The Making of an Alchemist

To be an alchemist is to sit at the window of death and life. I was told this in an energy reading almost 8 years ago when I had just started my business. They didn’t know I had began this work, yet it was felt. I had experienced this physically in my body a few years after that— at a window of completely uncertainty and faith, then emotionally a few years after that in distilling that experience. This year, I was told that exact thing again in a reading by a new energy worker I was working with…coincidence? In the last decade of my life, the two points met into a circle. To be an alchemist is to allow yourself to be alchemized. Being a distiller is a commitment and journey into letting the fire and ether, matter and mind become anew.

To be comfortable with the harvest (death) of plants, to the transformation and emergence from the the still (life), is to be curious by our own shedding. When we choose to invest in the things that make us resonant, that vibration creates the energy that transforms our life and those we share it with.
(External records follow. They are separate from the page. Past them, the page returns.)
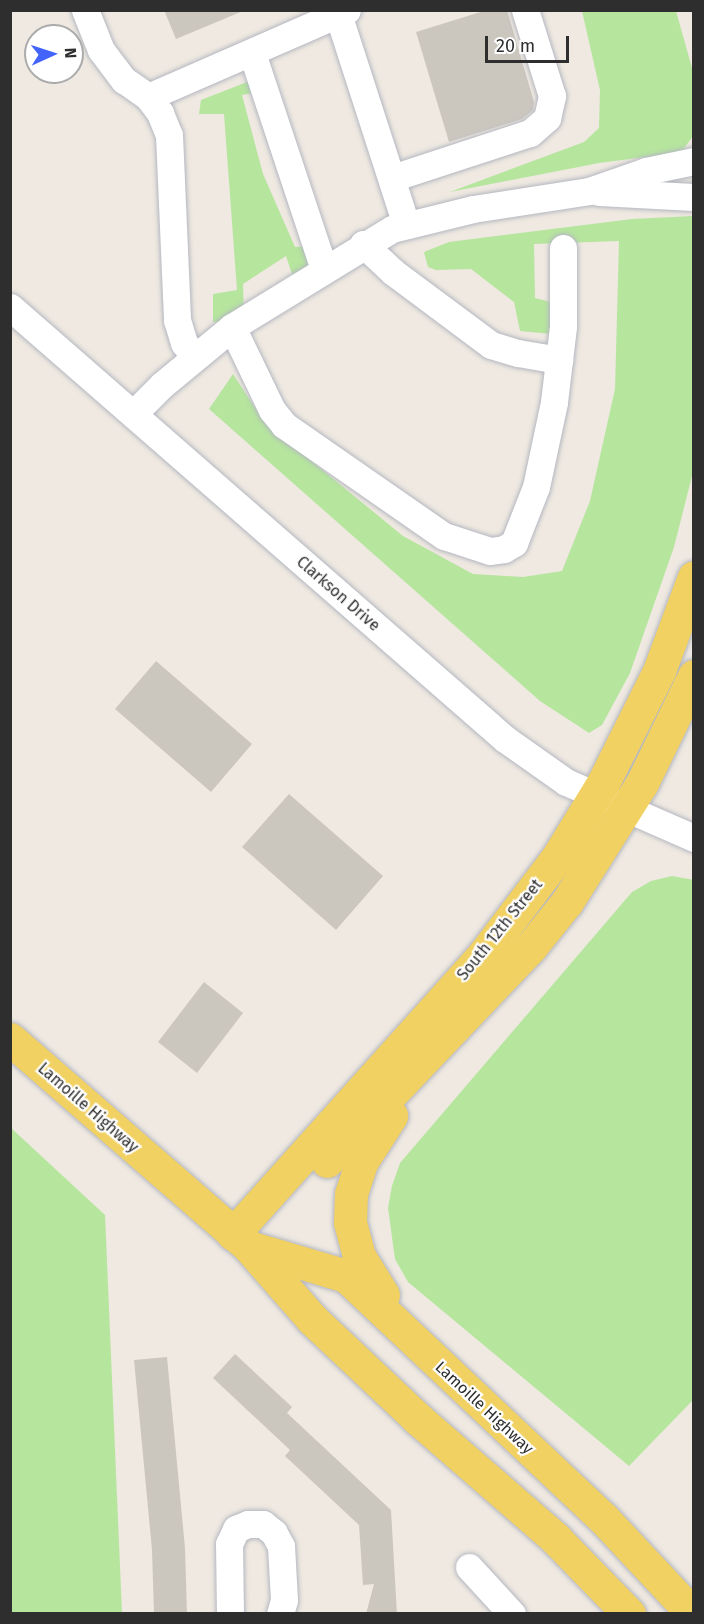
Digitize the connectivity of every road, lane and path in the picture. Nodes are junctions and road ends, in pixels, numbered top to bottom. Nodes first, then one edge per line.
1 (85, 10) edge
2 (525, 10) edge
3 (342, 12) edge
4 (252, 53) junction
5 (148, 97) junction
6 (693, 161) edge
7 (392, 178) junction
8 (589, 191) junction
9 (693, 196) edge
10 (406, 225) junction
11 (363, 244) junction
12 (563, 248) dead end
13 (324, 269) junction
14 (10, 307) edge
15 (231, 327) junction
16 (195, 357) junction
17 (559, 360) junction
18 (133, 414) junction
19 (693, 577) edge
20 (693, 676) edge
21 (596, 796) junction
22 (627, 808) junction
23 (693, 838) edge
24 (467, 1015) junction
25 (10, 1039) edge
26 (241, 1240) junction
27 (492, 1416) junction
28 (469, 1567) dead end
29 (230, 1614) edge
30 (280, 1614) edge
31 (512, 1614) edge
32 (629, 1614) edge
33 (693, 1614) edge

1 - 5 street
2 - 7 street
3 - 4 street
3 - 7 street
4 - 5 street
4 - 13 street
5 - 16 street
6 - 8 street
7 - 10 street
8 - 9 street
8 - 10 street
10 - 11 street
11 - 13 street
11 - 17 street
12 - 17 street
13 - 15 street
14 - 18 street, Clarkson Drive
15 - 16 street
15 - 17 street
16 - 18 street
18 - 21 street, Clarkson Drive
19 - 21 main road, South 12th Street
20 - 22 main road, South 12th Street
21 - 22 street, Clarkson Drive
21 - 26 main road, South 12th Street
22 - 23 street, Clarkson Drive
22 - 24 main road, South 12th Street
24 - 26 main road, South 12th Street
24 - 27 main road
25 - 26 main road, Lamoille Highway
26 - 27 main road, Lamoille Highway
26 - 32 main road, Lamoille Highway
27 - 33 main road, Lamoille Highway
28 - 31 street
29 - 30 street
So here is a simple Sunday practice for you that I like to do at the start of each week. Take 5 minutes of your day today and stand in the grass, the dirt, or in the water. Be a conduit for the land you’re on and allow it to move through you as if you're a vessel. The wind, the waters of your body, the heat of the sun; they all are in symphony here. Can you feel that thing that dims you? Imagine it being carried away to the heat of the sun as it burns away. Can you feel the thing that makes you feel living, breathing joy? Breathe it in from your crown to your toes as if you were taking a big gulp of light or rushing water that reached the top of your head to the tip of your toes. Whatever that thing is, it is meant for you. Let it emerge from you and may we be lucky enough to share in those waters. You are a distiller too.